## [Collected data entries]
────

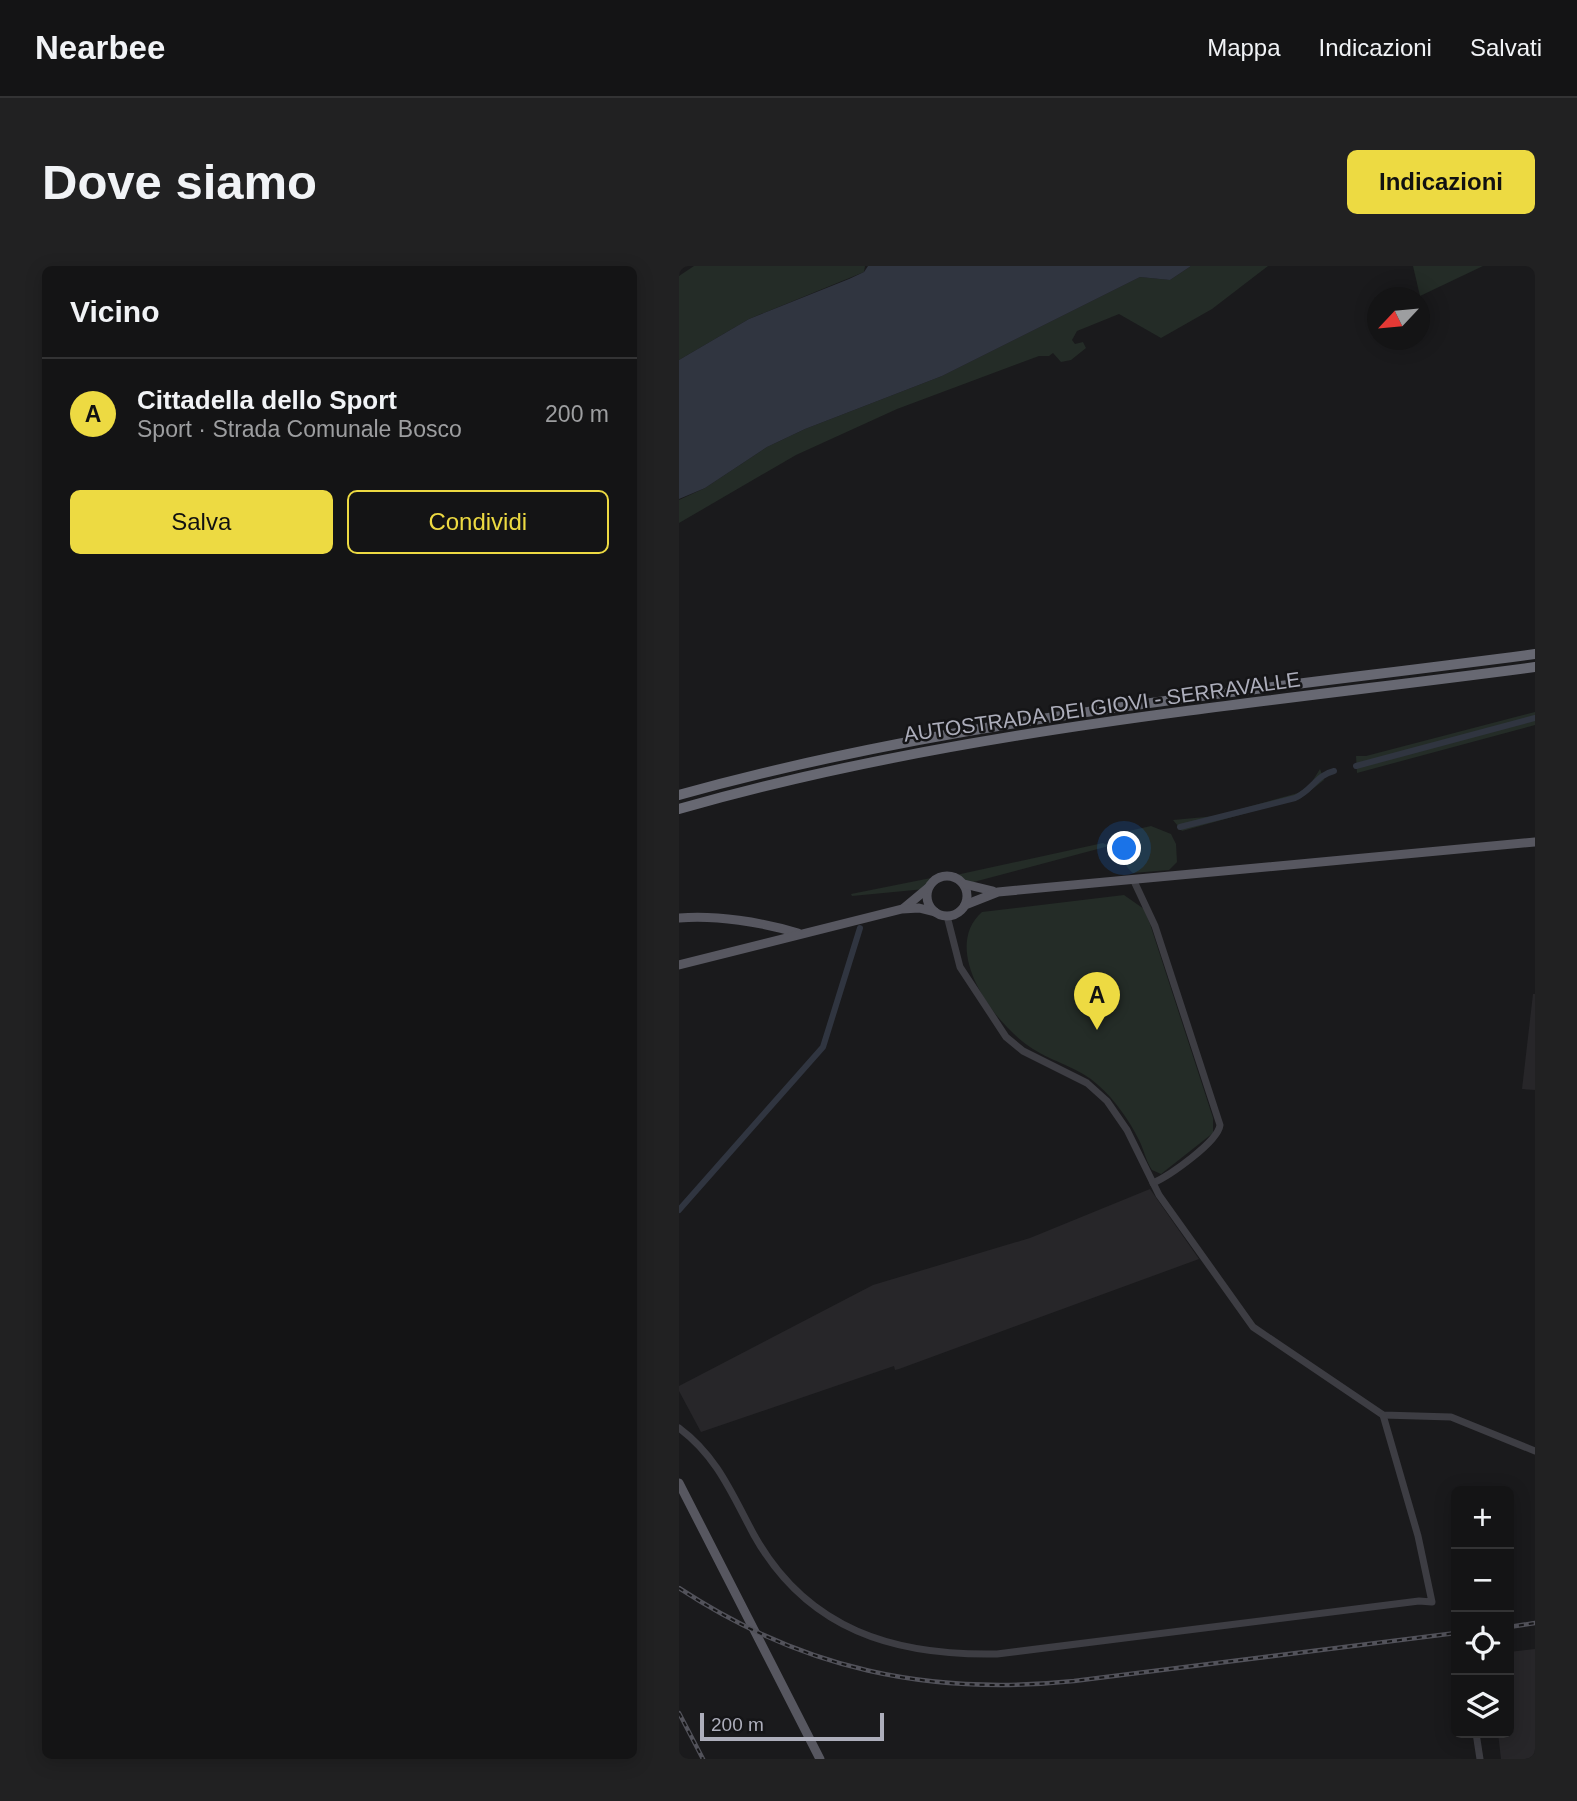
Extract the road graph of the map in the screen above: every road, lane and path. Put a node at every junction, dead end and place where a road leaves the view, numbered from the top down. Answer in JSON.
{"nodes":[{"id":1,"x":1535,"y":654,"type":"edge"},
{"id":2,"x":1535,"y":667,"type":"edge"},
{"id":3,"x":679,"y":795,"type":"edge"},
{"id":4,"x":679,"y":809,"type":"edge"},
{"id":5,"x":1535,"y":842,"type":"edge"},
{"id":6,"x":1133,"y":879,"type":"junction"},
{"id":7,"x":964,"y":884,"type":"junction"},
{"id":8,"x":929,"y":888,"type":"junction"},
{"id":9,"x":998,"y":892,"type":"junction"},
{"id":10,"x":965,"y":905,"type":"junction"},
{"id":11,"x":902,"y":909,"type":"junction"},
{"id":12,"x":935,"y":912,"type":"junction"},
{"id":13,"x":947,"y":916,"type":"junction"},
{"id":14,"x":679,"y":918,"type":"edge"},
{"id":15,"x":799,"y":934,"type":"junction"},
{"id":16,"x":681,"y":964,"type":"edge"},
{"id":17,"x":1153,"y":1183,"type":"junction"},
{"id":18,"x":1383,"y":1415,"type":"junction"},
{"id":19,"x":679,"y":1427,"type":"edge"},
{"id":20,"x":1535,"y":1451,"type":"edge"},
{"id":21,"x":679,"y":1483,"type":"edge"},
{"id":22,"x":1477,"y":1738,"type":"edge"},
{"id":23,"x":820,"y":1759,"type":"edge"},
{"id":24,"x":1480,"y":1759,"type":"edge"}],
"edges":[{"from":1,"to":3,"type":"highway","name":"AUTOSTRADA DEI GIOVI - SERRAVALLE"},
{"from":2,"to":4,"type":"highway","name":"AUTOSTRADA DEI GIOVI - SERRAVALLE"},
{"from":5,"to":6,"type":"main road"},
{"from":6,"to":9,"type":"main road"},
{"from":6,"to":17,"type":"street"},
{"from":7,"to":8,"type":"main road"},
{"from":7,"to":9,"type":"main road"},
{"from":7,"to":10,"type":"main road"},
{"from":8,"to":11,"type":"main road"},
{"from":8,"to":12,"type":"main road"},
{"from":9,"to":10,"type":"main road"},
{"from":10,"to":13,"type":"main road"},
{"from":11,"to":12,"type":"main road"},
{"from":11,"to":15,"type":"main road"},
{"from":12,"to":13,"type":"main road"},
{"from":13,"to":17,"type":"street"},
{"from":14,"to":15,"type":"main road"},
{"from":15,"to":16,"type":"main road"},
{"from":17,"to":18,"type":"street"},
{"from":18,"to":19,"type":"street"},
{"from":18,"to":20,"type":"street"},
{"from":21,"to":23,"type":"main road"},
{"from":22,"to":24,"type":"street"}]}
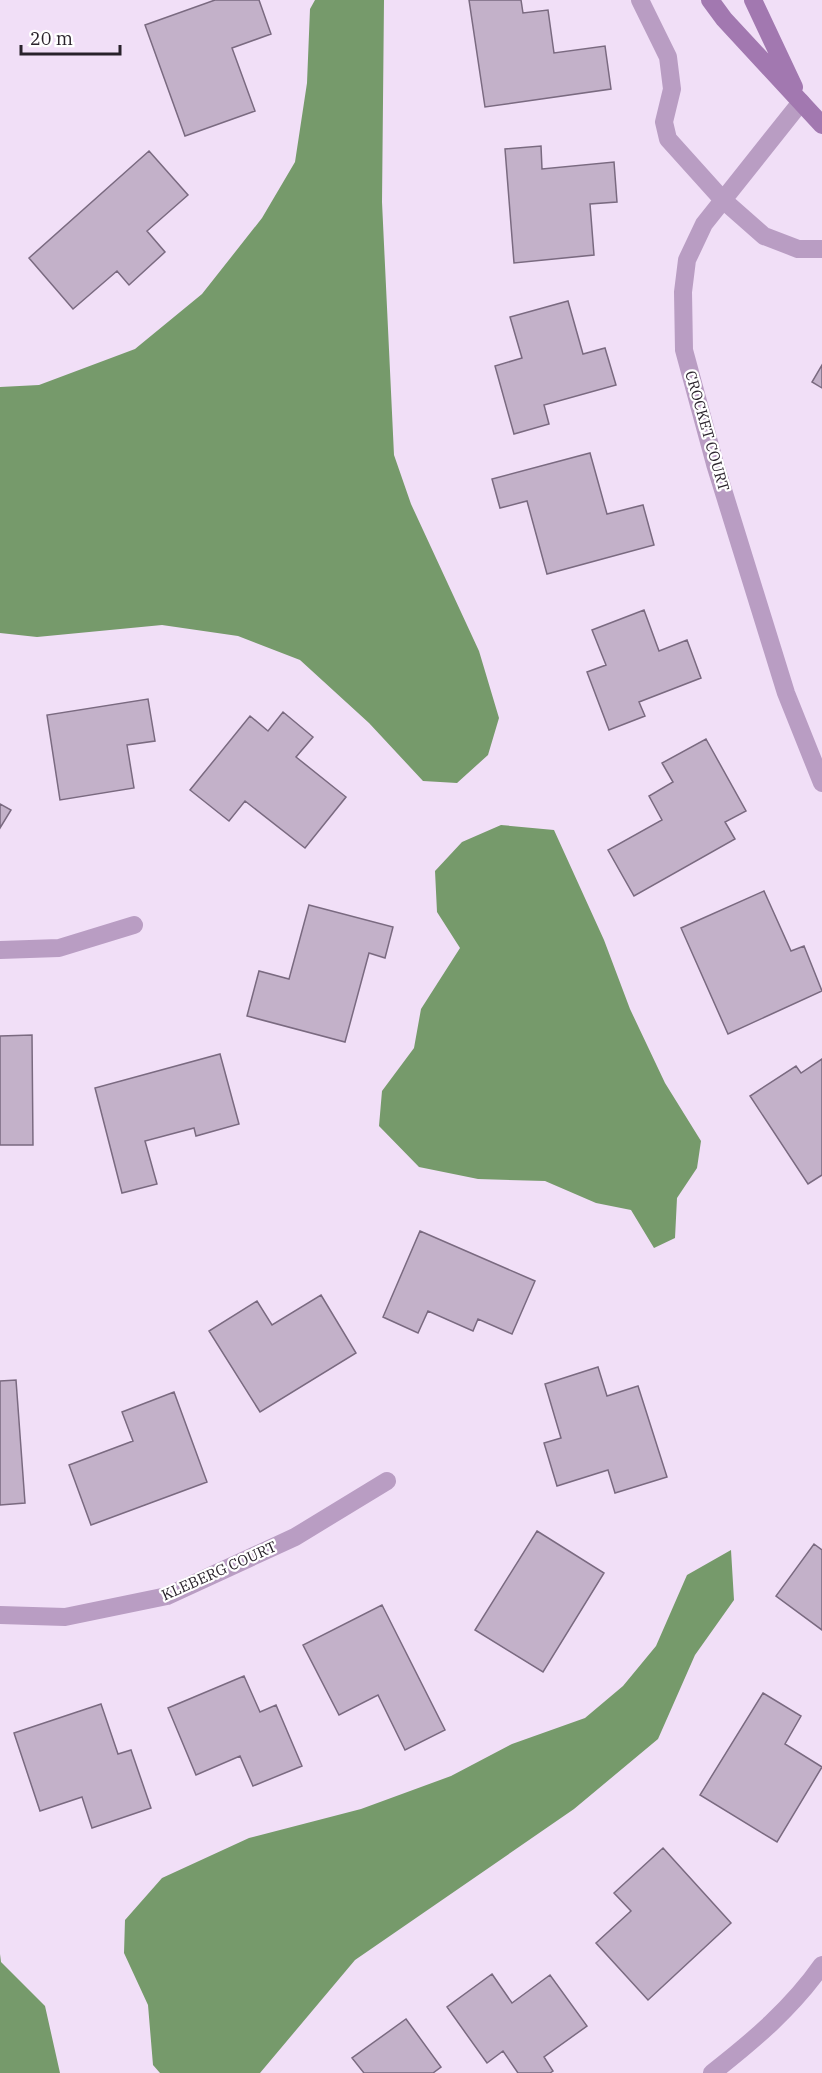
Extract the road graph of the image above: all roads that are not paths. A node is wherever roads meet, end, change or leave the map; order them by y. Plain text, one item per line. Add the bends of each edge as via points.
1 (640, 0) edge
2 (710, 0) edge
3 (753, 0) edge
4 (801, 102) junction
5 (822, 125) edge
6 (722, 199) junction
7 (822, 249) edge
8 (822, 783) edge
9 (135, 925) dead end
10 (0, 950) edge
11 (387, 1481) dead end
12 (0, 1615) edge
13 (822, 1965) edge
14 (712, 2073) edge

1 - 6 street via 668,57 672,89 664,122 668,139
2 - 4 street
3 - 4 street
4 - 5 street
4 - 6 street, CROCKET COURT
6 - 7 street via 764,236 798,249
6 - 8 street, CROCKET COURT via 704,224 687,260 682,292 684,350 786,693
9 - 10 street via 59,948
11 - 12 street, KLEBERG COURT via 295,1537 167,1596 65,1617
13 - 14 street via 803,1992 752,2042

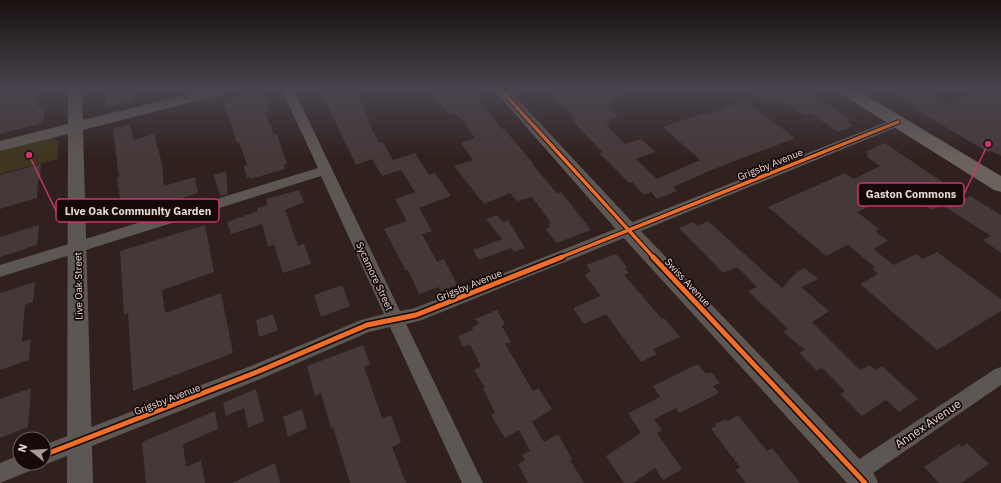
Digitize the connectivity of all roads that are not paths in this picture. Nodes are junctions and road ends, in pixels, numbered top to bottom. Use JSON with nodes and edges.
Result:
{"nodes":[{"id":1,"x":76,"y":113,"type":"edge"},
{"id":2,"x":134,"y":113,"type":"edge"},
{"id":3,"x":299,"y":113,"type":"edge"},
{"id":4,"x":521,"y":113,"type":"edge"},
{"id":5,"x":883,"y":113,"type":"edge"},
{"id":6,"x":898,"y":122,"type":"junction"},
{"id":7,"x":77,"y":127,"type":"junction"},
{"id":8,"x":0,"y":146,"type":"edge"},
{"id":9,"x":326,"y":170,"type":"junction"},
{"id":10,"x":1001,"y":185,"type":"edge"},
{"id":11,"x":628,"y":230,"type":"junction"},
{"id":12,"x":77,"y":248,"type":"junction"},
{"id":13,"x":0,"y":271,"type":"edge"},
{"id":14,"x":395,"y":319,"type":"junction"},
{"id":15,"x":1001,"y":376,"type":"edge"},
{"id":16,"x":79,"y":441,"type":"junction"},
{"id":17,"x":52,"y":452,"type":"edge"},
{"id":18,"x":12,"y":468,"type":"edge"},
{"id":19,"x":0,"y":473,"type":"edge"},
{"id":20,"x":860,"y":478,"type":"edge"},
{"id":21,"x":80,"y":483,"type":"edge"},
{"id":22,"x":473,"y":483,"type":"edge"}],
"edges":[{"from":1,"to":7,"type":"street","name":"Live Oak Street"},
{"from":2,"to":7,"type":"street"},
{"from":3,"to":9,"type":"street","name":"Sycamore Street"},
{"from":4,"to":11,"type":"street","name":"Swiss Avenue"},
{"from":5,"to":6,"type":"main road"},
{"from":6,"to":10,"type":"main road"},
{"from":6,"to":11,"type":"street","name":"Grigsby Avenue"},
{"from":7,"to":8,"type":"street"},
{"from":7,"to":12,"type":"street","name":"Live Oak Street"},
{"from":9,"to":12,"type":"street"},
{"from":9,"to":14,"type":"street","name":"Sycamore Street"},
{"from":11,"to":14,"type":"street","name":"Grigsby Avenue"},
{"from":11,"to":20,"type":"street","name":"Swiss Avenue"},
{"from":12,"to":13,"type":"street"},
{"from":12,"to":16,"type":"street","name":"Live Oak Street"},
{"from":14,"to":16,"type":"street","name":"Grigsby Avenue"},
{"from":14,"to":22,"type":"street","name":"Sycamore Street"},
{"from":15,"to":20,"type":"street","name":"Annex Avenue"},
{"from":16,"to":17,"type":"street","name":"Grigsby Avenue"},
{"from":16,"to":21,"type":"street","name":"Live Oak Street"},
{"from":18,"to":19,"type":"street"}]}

────

## [What is needed]
Copy word for word the lines of the records above from the one with "Extract the road graph of the image" up to and including the one with "Digitize the connectivity". Skip the pictures.

## [Result]
Extract the road graph of the image above: all roads that are not paths. A node is wherever roads meet, end, change or leave the map; order them by y. Plain text, one item per line. Add the bends of each edge as via points.
1 (640, 0) edge
2 (710, 0) edge
3 (753, 0) edge
4 (801, 102) junction
5 (822, 125) edge
6 (722, 199) junction
7 (822, 249) edge
8 (822, 783) edge
9 (135, 925) dead end
10 (0, 950) edge
11 (387, 1481) dead end
12 (0, 1615) edge
13 (822, 1965) edge
14 (712, 2073) edge

1 - 6 street via 668,57 672,89 664,122 668,139
2 - 4 street
3 - 4 street
4 - 5 street
4 - 6 street, CROCKET COURT
6 - 7 street via 764,236 798,249
6 - 8 street, CROCKET COURT via 704,224 687,260 682,292 684,350 786,693
9 - 10 street via 59,948
11 - 12 street, KLEBERG COURT via 295,1537 167,1596 65,1617
13 - 14 street via 803,1992 752,2042

Digitize the connectivity of all roads that are not paths in this picture. Nodes are junctions and road ends, in pixels, numbered top to bottom. Use JSON with nodes and edges.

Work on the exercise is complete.